● **Assignment**:
Whenever a line carries the word "Steinmetzstraße", pull it out of the entries.
BEGIN
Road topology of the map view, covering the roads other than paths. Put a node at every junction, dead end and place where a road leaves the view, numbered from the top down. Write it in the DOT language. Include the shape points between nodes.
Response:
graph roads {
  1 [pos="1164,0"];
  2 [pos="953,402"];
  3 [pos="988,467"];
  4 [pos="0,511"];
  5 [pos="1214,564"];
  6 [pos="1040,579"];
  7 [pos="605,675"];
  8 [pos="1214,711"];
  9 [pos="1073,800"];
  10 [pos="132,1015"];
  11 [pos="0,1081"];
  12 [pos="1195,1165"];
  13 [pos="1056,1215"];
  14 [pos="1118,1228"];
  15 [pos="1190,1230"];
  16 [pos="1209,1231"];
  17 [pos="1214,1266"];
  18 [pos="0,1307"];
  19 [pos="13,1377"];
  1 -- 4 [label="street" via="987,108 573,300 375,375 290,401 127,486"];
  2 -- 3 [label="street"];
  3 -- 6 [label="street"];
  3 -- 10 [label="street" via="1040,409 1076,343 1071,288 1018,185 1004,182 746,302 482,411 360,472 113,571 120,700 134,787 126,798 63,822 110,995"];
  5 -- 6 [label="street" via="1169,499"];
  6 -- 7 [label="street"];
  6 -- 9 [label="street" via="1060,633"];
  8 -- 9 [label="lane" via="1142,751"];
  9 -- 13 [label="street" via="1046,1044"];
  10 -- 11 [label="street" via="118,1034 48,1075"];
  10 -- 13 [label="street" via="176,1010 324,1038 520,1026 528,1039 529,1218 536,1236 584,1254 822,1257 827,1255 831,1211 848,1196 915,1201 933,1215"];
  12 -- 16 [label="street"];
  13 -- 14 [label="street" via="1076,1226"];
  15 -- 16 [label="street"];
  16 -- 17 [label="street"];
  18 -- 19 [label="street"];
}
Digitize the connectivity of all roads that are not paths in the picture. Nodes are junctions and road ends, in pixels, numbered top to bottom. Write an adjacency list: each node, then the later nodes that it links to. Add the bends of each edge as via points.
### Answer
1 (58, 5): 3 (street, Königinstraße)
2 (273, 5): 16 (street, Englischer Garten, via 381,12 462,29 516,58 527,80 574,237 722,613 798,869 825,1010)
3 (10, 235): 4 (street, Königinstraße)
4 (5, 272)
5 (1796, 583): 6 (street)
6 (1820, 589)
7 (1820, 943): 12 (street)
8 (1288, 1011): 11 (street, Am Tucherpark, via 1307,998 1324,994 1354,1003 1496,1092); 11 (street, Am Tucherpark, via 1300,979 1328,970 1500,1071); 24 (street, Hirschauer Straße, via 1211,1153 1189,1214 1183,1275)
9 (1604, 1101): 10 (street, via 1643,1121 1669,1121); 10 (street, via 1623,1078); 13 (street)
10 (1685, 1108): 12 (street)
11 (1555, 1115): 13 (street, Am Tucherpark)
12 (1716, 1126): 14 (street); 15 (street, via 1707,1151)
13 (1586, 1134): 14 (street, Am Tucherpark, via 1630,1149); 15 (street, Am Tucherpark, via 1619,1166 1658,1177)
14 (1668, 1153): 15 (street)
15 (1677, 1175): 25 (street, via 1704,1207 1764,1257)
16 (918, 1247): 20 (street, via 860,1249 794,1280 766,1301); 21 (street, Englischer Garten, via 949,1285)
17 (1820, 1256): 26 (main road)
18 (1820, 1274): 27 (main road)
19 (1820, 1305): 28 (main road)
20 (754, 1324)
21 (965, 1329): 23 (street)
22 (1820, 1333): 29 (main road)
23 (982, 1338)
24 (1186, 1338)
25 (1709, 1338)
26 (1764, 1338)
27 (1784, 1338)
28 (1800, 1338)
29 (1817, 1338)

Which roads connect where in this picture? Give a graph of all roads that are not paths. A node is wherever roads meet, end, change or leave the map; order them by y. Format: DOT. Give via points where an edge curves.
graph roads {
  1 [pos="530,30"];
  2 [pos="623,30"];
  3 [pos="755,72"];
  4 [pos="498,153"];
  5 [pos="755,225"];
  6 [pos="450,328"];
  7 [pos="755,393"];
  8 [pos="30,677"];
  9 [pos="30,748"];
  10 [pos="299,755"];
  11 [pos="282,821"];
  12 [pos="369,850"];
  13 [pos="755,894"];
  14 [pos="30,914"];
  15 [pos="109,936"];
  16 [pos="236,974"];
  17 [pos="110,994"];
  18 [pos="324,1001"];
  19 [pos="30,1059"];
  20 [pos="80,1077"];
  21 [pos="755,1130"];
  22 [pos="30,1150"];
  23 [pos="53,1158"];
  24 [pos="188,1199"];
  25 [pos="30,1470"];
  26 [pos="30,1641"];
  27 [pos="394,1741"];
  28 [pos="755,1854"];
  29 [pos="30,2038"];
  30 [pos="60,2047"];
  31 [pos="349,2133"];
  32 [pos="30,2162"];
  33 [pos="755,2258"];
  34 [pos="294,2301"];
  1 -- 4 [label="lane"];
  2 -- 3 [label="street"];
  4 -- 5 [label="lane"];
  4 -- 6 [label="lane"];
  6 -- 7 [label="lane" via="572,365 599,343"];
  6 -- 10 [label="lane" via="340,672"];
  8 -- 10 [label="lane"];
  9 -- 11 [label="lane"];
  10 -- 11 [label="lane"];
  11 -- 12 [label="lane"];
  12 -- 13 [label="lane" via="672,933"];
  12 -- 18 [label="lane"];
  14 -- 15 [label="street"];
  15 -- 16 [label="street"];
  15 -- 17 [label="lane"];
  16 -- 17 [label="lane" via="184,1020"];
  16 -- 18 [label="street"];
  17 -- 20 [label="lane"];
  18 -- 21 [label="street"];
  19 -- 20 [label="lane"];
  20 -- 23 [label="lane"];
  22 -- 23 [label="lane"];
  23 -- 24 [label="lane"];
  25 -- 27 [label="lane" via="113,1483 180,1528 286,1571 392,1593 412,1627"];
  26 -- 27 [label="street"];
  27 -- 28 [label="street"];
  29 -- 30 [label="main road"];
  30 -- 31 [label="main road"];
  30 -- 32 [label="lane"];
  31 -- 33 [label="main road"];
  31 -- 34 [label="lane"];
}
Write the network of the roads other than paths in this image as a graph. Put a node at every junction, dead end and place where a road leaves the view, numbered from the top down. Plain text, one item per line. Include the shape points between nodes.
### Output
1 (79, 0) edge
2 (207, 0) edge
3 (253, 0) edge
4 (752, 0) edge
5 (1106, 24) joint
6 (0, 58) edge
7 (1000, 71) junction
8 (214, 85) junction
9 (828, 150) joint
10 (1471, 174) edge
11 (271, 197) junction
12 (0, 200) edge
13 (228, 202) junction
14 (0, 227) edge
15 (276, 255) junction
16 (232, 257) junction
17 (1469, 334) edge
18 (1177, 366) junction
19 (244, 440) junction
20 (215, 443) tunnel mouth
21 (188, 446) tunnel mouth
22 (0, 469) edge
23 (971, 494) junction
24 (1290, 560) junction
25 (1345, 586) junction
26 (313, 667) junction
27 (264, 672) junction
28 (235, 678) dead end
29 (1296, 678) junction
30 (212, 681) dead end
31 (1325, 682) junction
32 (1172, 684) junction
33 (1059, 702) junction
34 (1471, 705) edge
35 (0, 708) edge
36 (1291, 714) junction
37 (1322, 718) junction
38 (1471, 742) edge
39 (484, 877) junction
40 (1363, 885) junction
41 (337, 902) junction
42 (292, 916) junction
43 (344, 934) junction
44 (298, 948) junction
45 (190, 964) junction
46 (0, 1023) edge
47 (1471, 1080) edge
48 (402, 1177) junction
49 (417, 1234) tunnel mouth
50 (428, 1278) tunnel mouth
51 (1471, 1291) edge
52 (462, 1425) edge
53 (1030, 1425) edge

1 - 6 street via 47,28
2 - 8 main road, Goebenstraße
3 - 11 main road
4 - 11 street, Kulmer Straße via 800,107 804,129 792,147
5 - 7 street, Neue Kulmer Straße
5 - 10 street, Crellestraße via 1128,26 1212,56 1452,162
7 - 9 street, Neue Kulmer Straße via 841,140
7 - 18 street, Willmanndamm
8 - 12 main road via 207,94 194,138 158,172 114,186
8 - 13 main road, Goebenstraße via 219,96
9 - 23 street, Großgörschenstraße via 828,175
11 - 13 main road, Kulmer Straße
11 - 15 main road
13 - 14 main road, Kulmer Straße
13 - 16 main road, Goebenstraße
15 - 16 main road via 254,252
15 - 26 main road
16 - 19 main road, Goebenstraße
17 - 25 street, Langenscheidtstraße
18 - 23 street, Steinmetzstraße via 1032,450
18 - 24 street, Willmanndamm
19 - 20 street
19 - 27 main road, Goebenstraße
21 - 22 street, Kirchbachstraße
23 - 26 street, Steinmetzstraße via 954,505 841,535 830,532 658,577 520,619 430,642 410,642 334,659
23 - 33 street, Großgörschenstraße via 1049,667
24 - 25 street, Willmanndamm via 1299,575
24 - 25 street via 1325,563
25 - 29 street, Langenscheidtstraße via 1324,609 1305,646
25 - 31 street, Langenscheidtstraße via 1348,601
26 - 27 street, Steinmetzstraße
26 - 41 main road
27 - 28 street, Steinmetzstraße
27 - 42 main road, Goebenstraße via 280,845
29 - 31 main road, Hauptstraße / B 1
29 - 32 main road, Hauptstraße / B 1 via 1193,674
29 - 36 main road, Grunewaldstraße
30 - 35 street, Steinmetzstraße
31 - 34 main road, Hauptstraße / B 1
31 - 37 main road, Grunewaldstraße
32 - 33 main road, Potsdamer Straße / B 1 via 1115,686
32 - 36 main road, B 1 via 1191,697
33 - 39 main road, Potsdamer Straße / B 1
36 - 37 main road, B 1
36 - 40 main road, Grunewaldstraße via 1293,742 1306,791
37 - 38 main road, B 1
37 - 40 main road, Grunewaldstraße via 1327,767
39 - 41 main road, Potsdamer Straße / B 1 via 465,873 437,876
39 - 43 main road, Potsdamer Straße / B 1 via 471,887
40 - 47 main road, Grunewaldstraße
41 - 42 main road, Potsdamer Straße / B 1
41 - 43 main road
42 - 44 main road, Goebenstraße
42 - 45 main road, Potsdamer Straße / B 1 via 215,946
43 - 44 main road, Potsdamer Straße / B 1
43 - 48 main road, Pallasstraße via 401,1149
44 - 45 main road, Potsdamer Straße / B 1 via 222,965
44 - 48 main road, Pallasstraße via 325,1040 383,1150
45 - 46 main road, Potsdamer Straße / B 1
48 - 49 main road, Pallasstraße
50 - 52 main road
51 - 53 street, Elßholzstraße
END
● **Solution for this exercise**:
18 - 23 street, Steinmetzstraße via 1032,450
23 - 26 street, Steinmetzstraße via 954,505 841,535 830,532 658,577 520,619 430,642 410,642 334,659
26 - 27 street, Steinmetzstraße
27 - 28 street, Steinmetzstraße
30 - 35 street, Steinmetzstraße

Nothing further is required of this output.